§ **Exercise**
In your copy, repeat each record exactly and include no pictures.

Top of Exercise material

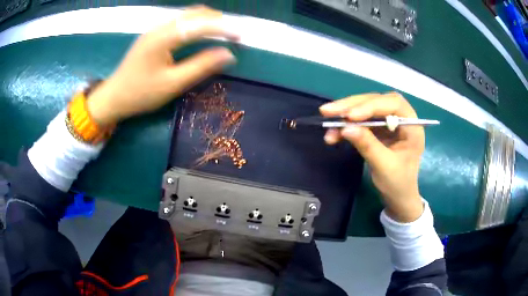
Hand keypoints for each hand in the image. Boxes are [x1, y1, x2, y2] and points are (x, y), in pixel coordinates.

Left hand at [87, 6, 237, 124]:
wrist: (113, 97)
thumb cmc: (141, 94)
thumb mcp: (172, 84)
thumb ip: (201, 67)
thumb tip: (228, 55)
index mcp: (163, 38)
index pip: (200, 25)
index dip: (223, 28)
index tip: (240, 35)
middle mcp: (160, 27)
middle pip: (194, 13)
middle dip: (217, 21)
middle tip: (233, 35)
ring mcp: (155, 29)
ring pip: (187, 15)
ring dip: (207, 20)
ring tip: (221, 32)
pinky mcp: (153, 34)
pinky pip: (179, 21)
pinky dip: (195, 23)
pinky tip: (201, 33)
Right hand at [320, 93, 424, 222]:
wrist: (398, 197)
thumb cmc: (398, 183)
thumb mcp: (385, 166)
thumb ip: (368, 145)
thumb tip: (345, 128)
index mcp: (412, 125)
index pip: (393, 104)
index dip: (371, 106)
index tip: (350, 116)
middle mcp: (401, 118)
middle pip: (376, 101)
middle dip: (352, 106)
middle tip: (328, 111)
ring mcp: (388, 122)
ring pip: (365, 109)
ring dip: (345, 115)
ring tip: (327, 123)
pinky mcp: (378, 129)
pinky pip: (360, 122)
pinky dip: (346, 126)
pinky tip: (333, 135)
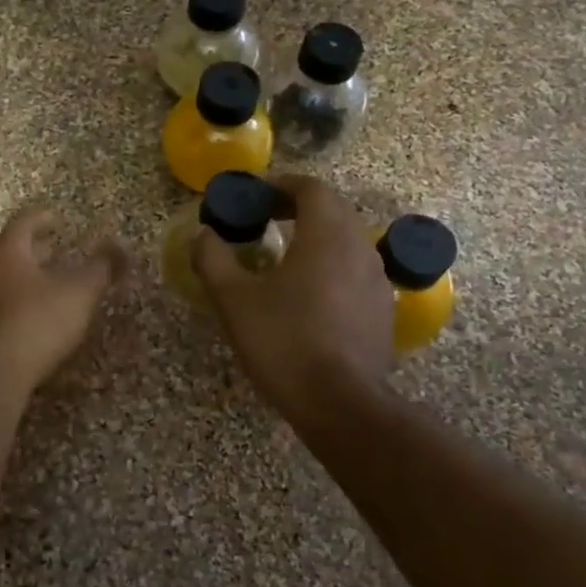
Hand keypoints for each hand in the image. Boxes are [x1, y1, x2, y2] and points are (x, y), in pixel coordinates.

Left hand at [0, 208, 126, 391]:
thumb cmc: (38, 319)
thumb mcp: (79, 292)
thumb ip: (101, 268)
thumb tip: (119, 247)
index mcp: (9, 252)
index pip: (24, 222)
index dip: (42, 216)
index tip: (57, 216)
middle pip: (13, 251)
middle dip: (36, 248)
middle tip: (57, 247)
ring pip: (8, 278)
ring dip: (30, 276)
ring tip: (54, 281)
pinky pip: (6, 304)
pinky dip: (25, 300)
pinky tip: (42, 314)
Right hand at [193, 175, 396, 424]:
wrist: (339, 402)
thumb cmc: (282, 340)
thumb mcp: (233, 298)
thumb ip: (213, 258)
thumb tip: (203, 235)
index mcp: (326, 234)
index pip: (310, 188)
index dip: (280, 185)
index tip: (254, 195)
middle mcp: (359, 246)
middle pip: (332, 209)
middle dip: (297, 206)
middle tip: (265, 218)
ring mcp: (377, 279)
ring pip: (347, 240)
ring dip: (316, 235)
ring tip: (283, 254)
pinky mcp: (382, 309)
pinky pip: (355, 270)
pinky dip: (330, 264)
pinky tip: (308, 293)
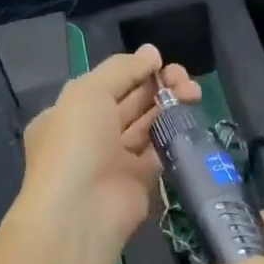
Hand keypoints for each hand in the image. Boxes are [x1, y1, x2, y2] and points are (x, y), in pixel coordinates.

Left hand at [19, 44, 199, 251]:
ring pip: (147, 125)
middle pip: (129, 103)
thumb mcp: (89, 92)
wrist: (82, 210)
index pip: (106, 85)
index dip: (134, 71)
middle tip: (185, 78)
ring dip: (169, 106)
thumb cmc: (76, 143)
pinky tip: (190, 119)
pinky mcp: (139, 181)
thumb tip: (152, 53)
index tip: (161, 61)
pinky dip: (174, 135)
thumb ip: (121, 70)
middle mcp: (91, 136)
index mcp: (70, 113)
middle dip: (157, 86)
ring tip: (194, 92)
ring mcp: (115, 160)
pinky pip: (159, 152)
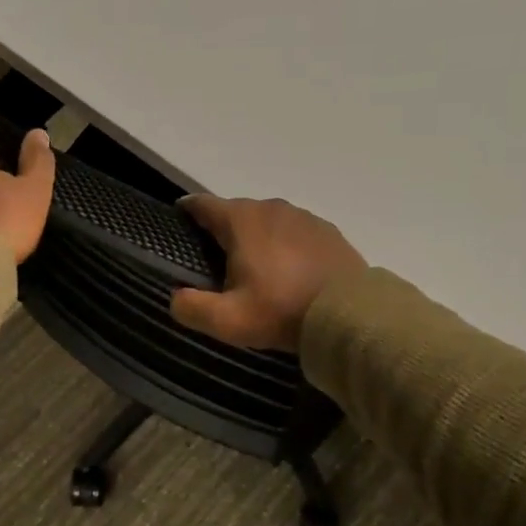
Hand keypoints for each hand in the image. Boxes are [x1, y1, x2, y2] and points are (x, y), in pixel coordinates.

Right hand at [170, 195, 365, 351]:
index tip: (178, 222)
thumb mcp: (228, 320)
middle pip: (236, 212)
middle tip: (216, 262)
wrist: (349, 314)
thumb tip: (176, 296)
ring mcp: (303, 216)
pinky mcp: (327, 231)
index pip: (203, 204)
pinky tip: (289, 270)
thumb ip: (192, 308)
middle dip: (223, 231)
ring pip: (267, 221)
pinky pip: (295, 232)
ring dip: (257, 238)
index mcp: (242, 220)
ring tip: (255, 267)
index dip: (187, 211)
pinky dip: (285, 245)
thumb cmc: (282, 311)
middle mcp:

Bottom of Exercise material

§ **Answer to this problem**
Hand keypoints for each hand in the image. Boxes are [x1, y1, x2, y2] and points are (x, y), in pixel coordinates.

Left hand at [87, 6, 237, 124]:
wrist: (113, 97)
thumb cmc: (141, 94)
thumb mcp: (172, 84)
thumb ip: (201, 67)
thumb tip: (228, 55)
index mcp: (163, 38)
index pip: (200, 25)
index dip: (223, 28)
index tip: (240, 35)
middle mcp: (160, 27)
middle pip: (194, 13)
middle dip: (217, 21)
middle tip: (233, 35)
ring mcp: (155, 29)
ring pip: (187, 15)
ring dip: (207, 20)
ring tip: (221, 32)
pinky mcp: (153, 34)
pinky pip: (179, 21)
pinky dip: (195, 23)
pinky tip: (201, 33)
Right hand at [320, 93, 424, 222]:
wrist: (398, 197)
thumb cmc: (398, 183)
thumb mcp: (385, 166)
thumb ip: (368, 145)
thumb tip: (345, 128)
index mcp: (412, 125)
index pip: (393, 104)
index dip: (371, 106)
index tip: (350, 116)
middle mcp: (401, 118)
middle pip: (376, 101)
middle dip: (352, 106)
middle tip: (328, 111)
ring mcp: (388, 122)
ring pip: (365, 109)
ring dip: (345, 115)
ring tip: (327, 123)
pinky mcp: (378, 129)
pinky pip: (360, 122)
pinky dip: (346, 126)
pinky tip: (333, 135)
Hand keypoints for each hand in the image. Boxes are [x1, y1, x2, y2] and points are (x, y), in pixel coordinates.

Left hand at [0, 208, 126, 391]:
thumb cmc: (38, 319)
thumb mcp: (79, 292)
thumb ip: (101, 268)
thumb tip: (119, 247)
index mcp: (9, 252)
index pip: (24, 222)
index dip: (42, 216)
index tip: (57, 216)
middle pip: (13, 251)
middle dip: (36, 248)
middle tip: (57, 247)
ring pip: (8, 278)
ring dip: (30, 276)
ring tip: (54, 281)
pinky pip: (6, 304)
pinky dip: (25, 300)
pinky tip: (42, 314)
Right hand at [193, 175, 396, 424]:
wrist: (339, 402)
thumb cmc: (282, 340)
thumb mcp: (233, 298)
thumb ip: (213, 258)
thumb tip: (203, 235)
index mcp: (326, 234)
index pip: (310, 188)
index dip: (280, 185)
index tip: (254, 195)
middle mcp: (359, 246)
middle pip: (332, 209)
middle dip: (297, 206)
middle tip: (265, 218)
ring mcp: (377, 279)
ring pip: (347, 240)
ring dip: (316, 235)
ring tip: (283, 254)
pinky mcp: (382, 309)
pinky pip: (355, 270)
pinky dip: (330, 264)
pinky tip: (308, 293)
Hand keypoints for each hand in the image. Boxes are [x1, y1, x2, y2] and points are (x, y), in pixel coordinates.

Left hand at [19, 44, 199, 251]:
ring pip: (147, 125)
middle pip: (129, 103)
thumb mcp: (89, 92)
wrist: (82, 210)
index pip: (106, 85)
index dip: (134, 71)
middle tip: (185, 78)
ring dip: (169, 106)
thumb cmc: (76, 143)
pinky tip: (190, 119)
pinky mcp: (139, 181)
thumb tip: (152, 53)
index tip: (161, 61)
pinky dip: (174, 135)
thumb ip: (121, 70)
middle mcp: (91, 136)
index mcp: (70, 113)
middle dip: (157, 86)
ring tip: (194, 92)
ring mcp: (115, 160)
pinky pip: (159, 152)
Hand keypoints for each hand in the image. Boxes are [x1, y1, x2, y2] and points are (x, y), in pixel coordinates.

Right hand at [170, 195, 365, 351]:
index tip: (178, 222)
thumb mcp: (228, 320)
middle pip: (236, 212)
middle tip: (216, 262)
wrist: (349, 314)
thumb tip: (176, 296)
ring mcp: (303, 216)
pinky mcp: (327, 231)
index pip: (203, 204)
pinky tip: (289, 270)
thumb ip: (192, 308)
middle dip: (223, 231)
ring pip: (267, 221)
pinky pip: (295, 232)
ring dip: (257, 238)
index mcp: (242, 220)
ring tip: (255, 267)
index dip: (187, 211)
pinky dip: (285, 245)
thumb cmc: (282, 311)
middle mcp:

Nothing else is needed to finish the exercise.